TASK DETAILS. Where a line in the listing below holds the word "Sorin", count that line; give the total alone.
═════ RECORDS FOR PROCESSING ═════
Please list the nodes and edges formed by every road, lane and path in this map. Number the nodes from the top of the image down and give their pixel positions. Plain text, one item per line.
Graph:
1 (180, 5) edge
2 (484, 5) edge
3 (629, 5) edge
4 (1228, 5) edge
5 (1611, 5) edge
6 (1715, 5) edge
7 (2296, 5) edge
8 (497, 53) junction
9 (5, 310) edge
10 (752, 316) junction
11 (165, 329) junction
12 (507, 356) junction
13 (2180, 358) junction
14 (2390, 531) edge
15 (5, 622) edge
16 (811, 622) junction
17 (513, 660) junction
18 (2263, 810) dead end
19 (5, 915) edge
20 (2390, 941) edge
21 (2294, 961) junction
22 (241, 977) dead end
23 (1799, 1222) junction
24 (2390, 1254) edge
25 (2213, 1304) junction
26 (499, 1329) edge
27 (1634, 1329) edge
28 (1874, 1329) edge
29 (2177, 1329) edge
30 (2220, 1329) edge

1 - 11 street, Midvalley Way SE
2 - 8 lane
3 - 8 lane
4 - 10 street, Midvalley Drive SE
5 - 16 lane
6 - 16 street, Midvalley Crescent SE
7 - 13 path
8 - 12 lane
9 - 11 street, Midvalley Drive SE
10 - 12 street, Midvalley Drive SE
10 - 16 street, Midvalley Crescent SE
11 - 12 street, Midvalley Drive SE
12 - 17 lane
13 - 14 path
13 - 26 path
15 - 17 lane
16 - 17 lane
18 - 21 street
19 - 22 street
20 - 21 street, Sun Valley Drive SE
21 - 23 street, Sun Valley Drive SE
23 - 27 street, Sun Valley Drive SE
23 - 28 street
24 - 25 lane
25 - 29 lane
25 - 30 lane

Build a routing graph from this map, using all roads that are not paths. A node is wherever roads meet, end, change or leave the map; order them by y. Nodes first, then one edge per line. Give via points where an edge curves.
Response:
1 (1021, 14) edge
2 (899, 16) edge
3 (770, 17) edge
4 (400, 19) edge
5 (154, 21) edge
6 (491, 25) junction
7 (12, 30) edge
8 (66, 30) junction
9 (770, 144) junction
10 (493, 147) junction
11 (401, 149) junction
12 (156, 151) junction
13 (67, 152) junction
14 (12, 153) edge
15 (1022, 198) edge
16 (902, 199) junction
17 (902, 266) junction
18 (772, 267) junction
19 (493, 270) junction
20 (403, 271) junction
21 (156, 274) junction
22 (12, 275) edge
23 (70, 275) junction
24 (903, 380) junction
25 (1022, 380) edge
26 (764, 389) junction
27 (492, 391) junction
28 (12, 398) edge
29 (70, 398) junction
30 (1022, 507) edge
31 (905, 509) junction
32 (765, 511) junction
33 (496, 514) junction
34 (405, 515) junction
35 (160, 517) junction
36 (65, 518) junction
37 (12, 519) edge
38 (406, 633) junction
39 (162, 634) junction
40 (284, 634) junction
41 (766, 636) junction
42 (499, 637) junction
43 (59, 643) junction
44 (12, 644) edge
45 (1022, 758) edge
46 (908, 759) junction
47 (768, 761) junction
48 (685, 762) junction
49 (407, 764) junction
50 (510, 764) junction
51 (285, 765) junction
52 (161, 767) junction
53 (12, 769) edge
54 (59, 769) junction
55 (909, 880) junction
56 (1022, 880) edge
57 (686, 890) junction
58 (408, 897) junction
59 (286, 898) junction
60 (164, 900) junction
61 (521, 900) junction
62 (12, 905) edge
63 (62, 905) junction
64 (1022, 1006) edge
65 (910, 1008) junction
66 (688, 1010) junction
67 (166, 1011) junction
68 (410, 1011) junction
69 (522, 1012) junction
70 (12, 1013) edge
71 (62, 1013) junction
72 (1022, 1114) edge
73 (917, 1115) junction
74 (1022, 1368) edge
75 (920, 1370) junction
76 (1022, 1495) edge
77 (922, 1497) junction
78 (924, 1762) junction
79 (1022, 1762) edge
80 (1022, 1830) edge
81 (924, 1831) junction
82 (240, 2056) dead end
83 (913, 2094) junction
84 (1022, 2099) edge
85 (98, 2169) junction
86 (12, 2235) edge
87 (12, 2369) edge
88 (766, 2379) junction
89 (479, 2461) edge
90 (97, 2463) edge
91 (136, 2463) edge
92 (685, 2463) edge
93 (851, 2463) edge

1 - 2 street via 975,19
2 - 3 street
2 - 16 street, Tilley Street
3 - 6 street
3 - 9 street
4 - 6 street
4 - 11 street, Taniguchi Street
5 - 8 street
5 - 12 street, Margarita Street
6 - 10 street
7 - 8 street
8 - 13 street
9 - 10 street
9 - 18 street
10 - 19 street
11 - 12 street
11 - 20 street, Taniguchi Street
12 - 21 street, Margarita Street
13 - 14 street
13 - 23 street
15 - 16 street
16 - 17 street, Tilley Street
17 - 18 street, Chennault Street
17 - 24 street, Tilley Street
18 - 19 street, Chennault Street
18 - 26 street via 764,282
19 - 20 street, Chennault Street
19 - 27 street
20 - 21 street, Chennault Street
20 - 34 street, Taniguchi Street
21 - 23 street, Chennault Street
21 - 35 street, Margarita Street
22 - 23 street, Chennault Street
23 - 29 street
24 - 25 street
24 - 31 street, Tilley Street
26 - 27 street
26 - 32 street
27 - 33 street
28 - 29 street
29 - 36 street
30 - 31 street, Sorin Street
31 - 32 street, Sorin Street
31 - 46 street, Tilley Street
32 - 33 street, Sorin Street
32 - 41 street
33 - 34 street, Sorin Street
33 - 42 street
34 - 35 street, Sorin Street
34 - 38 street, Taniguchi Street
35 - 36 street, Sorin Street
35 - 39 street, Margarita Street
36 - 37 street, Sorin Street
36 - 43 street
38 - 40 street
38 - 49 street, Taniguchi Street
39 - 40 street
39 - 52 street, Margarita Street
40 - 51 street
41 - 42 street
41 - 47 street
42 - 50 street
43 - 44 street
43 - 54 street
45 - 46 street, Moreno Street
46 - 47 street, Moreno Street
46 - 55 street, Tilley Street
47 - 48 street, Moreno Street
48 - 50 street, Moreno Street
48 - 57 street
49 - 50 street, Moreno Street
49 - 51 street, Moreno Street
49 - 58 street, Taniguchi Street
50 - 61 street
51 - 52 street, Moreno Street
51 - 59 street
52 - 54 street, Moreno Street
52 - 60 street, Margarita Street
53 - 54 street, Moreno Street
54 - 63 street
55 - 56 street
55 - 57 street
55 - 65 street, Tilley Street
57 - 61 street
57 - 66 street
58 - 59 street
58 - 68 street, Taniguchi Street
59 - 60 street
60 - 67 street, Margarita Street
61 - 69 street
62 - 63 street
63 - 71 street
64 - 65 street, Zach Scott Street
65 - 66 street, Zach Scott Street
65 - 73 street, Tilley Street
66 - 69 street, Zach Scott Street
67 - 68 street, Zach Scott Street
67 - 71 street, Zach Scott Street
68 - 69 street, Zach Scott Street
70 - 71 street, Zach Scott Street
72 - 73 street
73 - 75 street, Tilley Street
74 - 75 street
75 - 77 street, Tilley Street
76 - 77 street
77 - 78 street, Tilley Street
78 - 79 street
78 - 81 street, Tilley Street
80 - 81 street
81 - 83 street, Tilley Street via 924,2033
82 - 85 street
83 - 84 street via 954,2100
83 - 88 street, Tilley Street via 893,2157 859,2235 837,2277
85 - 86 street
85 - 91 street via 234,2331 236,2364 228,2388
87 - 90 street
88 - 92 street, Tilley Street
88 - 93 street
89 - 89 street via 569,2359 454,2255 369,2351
═════
FINAL ANSWER. 7